Le Conte de la Seconde Nonne[1].


Le Prologue du Conte de la Seconde Nonne.


La servante et la nourrice des vices
qu’on appelle en anglais « Ydelnesse »[2],
qui est gardienne de la porte des délices[3], —
à l’éviter, et par son contraire l’accabler,
c’est-à-dire par licite industrie,
nous devrions bien mettre tous nos efforts,
de peur que le démon par oisiveté nous prenne.

Car lui, qui avec ses mille lacets retors
est toujours à l’affût pour nous attraper,
10 quand il peut apercevoir homme oisif,
il sait si prestement le prendre à son piège,
que tant qu’il n’est agrippé par la basque,
il ne s’avise que le démon l’a en main ;
nous devrions bien travailler et combattre oisiveté.

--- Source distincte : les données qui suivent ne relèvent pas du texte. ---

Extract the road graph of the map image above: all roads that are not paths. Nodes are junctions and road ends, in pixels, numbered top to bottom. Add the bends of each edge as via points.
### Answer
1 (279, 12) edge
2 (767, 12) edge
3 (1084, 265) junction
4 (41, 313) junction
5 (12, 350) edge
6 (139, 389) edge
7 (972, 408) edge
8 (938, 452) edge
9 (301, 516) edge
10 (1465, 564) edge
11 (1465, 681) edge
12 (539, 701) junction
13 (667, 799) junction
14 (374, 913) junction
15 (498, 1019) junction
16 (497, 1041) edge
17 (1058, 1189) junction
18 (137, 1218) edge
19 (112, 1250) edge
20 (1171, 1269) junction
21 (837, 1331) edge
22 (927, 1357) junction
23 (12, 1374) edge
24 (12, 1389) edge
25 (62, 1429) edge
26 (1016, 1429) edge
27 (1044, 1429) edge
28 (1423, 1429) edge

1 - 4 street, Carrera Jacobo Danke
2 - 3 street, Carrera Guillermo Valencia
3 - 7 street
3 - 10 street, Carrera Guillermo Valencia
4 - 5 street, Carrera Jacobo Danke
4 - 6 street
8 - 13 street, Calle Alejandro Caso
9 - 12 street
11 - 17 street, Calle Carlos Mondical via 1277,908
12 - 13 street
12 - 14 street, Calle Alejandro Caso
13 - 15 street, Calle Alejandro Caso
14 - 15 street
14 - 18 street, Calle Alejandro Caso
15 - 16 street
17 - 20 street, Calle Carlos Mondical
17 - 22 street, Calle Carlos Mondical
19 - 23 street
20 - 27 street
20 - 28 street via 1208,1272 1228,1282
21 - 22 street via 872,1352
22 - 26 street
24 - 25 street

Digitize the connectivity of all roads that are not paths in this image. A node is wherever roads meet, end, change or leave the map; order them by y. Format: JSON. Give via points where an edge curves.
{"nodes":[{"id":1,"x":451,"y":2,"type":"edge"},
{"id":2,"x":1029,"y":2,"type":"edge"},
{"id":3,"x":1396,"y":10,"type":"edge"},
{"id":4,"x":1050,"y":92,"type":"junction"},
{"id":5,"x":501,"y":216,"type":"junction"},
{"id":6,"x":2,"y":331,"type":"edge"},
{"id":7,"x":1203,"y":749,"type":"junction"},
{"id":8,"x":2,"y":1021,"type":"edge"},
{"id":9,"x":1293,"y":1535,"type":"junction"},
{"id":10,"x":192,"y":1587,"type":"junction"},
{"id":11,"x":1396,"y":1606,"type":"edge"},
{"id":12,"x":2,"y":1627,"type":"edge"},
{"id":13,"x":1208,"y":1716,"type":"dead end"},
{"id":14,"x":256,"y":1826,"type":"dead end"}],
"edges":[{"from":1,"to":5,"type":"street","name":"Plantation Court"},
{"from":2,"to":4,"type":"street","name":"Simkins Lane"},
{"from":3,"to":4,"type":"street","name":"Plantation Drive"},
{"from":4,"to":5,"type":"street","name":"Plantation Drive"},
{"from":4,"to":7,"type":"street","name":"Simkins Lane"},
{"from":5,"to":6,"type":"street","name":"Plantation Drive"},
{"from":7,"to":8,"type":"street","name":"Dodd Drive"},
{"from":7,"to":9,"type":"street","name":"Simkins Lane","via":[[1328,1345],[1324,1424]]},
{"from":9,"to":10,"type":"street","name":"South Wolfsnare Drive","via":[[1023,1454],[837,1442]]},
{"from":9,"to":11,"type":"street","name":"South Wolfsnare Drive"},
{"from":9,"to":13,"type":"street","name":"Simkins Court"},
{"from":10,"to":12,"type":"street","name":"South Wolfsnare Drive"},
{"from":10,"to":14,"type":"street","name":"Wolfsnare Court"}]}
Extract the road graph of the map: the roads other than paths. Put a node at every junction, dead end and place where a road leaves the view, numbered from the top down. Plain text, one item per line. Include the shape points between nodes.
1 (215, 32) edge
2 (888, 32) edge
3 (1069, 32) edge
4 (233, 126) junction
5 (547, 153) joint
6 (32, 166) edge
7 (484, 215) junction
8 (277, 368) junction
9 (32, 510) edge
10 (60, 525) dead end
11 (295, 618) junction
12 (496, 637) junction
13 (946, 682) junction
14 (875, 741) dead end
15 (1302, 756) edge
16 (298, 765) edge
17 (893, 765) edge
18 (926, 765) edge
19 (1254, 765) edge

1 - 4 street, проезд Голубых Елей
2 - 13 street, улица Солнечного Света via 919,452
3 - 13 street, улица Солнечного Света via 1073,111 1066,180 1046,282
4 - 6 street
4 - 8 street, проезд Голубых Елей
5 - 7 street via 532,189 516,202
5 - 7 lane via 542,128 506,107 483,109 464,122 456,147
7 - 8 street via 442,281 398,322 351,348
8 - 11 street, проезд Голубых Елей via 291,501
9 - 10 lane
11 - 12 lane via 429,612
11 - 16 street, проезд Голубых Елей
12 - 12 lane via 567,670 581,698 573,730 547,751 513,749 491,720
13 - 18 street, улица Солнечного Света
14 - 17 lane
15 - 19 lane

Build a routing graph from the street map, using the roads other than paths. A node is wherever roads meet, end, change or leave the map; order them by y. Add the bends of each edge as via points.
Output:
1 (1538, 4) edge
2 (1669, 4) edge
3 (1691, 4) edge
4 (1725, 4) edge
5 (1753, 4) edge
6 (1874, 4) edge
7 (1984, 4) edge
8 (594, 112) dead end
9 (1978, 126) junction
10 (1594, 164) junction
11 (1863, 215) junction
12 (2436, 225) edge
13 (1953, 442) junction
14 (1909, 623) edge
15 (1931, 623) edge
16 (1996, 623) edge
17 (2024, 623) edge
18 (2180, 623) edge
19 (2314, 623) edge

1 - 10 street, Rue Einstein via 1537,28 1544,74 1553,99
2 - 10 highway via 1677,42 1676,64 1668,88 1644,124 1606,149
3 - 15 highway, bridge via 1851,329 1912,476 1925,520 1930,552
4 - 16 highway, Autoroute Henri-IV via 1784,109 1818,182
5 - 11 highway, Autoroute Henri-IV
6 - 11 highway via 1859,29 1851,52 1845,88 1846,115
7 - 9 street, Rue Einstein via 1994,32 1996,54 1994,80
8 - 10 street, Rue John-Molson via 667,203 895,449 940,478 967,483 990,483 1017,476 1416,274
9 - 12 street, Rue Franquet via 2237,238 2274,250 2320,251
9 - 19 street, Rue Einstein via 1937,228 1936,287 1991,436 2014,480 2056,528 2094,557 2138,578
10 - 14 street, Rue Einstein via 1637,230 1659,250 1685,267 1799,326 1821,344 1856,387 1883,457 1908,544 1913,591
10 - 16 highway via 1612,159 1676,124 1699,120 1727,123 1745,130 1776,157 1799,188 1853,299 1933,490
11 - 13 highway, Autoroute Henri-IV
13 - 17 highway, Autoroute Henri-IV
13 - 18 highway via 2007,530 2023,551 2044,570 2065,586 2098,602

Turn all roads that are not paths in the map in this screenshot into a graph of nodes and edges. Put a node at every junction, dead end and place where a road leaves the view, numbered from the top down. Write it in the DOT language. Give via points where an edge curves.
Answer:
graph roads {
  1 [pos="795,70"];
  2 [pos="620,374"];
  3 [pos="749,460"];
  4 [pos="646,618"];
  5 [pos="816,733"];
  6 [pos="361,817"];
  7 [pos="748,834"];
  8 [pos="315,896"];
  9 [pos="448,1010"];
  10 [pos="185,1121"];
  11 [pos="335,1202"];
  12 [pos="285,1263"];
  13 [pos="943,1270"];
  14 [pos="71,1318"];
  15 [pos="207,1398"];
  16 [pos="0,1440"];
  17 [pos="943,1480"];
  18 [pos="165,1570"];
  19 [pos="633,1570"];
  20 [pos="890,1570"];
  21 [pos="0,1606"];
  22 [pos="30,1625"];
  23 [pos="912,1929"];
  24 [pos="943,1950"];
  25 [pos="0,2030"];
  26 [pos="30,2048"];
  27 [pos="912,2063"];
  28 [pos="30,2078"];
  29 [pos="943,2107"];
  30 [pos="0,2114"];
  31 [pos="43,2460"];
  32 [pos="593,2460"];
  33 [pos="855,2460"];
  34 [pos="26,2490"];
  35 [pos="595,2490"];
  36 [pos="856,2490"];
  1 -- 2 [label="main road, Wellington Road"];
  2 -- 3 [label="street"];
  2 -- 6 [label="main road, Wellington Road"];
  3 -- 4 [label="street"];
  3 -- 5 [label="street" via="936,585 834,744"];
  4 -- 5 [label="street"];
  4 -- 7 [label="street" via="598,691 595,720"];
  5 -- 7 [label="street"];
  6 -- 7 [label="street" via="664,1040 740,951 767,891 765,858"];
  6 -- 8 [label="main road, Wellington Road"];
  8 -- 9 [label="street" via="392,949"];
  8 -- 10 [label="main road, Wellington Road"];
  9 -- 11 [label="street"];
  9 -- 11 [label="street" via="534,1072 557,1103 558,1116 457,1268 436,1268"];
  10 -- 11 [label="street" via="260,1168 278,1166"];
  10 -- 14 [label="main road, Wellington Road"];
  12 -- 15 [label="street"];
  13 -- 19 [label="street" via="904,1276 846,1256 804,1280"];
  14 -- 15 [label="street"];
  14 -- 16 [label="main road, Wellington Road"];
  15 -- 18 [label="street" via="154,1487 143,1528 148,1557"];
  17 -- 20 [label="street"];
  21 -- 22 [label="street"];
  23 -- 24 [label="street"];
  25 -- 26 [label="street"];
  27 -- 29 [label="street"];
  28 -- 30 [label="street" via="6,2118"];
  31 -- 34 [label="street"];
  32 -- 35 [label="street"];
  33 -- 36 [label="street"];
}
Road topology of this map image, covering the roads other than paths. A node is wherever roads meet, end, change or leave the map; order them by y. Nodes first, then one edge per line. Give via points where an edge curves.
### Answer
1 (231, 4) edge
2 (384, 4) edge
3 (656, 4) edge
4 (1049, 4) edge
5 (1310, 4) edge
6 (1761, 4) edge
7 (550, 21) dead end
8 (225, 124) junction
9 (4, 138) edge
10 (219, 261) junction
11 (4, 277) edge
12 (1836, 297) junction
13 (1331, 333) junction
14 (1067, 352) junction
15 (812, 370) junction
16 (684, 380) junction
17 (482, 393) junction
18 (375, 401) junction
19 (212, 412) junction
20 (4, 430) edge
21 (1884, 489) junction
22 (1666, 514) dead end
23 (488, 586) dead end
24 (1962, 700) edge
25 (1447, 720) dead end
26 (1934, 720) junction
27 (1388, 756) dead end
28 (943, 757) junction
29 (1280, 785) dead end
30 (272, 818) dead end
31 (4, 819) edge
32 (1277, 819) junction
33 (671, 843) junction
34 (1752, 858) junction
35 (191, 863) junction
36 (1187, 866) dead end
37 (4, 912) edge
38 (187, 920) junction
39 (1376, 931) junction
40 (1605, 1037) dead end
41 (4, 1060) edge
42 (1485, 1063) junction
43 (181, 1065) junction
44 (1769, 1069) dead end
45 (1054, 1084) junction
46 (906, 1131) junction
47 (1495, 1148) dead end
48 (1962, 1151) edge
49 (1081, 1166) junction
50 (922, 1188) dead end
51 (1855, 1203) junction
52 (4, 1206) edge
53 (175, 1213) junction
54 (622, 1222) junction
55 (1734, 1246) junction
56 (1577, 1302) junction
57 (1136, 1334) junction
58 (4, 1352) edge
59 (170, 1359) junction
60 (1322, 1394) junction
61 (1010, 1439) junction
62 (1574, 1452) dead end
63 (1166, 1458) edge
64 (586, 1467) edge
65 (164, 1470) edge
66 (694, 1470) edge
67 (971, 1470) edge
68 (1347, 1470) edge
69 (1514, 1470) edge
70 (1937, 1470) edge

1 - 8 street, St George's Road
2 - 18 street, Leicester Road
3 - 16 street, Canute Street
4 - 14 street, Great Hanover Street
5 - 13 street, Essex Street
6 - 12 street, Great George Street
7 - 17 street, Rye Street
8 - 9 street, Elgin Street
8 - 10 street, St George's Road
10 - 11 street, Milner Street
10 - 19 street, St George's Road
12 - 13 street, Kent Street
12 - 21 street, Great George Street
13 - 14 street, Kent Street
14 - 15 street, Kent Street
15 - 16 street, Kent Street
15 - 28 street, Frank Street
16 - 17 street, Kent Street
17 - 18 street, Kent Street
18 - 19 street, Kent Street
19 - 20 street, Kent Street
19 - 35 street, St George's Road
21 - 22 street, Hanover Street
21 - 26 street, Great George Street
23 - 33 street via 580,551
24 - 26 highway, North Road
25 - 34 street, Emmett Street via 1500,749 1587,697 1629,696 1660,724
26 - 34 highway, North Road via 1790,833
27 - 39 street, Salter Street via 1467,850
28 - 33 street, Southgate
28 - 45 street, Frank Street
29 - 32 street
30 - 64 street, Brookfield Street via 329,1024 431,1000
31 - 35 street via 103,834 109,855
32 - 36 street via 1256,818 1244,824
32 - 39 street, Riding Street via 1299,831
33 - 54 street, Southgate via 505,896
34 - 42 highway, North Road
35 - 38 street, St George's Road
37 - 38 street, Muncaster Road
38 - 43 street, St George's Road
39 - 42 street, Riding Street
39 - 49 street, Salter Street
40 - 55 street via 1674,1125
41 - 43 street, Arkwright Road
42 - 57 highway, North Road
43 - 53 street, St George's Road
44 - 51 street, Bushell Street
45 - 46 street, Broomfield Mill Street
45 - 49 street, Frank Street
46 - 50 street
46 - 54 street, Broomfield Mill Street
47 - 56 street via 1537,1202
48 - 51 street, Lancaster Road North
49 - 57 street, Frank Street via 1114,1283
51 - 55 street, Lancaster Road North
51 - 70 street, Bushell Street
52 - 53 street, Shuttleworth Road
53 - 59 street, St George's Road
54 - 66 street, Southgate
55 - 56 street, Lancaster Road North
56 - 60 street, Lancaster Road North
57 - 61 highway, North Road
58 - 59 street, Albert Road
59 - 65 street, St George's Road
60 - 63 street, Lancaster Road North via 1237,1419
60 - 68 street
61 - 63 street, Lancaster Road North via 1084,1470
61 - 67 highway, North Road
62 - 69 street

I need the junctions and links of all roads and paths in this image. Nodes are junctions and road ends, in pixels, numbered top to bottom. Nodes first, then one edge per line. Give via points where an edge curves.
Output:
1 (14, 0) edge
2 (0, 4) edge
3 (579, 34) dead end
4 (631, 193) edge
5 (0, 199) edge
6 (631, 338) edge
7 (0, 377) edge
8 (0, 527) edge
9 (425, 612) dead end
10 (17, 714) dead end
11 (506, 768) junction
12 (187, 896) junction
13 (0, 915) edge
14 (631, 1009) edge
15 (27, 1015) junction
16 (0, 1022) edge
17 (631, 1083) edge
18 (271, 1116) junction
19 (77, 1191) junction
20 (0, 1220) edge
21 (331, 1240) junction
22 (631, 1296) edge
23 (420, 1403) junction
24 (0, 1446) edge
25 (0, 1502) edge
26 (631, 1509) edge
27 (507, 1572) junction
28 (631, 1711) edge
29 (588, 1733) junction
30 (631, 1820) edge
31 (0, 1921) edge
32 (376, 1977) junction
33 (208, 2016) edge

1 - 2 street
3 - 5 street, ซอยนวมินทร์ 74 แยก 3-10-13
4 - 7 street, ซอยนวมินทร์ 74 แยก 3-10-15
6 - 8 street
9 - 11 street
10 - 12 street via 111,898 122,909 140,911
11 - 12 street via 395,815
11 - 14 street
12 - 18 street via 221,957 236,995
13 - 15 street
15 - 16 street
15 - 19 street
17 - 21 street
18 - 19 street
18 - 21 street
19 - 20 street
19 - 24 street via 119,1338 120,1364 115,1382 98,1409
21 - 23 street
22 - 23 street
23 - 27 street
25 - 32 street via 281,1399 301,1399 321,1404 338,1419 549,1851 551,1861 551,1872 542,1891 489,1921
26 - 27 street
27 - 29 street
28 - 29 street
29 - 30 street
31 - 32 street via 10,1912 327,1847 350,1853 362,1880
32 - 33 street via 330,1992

Et même si l’homme ne craignait point de mourir,
il voit pourtant bien clairement, en raison,

  1. Ce conte est en grande partie traduit de la vie de sainte Cécile, telle qu’elle est racontée dans la Légende Dorée, compilation de Jacques de Voragine qui fut archevêque de Gênes à la fin du xve siècle. Abstraction faite du Prologue, la version est littérale jusqu’au vers 343 ; dans le reste du conte Chaucer a pris quelques libertés avec l’original. Il existe aussi de la Légende Dorée une version française par Jean de Vignay (imprimée à Paris en 1513) à laquelle Chaucer semble avoir emprunté l’idée de ses quatre premières strophes. — Le Conte de la Seconde Nonne est antérieur à la Légende des Femmes Vertueuses où il y est fait allusion sous le titre de Vie de sainte Cécile (Prologue, v. 426). Nous l’avons ici sous sa forme originale, car Chaucer ne l’a pas remanié en vue de l’insérer dans le cadre dramatique du pèlerinage. Le Prologue n’est pas une conversation entre l’hôte et la nonne. Le vers 62 : « moi, indigne fils d’Ève », et le vers 78 : « vous qui lisez ce que j’écris » prouvent que le conte n’était pas destiné à être mis dans la bouche d’une nonne ni même à être narré de vive voix. — La Seconde Nonne est l’« autre Nonne » du Prologue des Contes (v. 163).
  2. Idleness, l’Oisiveté, considérée comme une branche de la Paresse et personnifiée par une femme.
  3. Cf. dans le Roman de la Rose, la longue description de dame Oyseuse.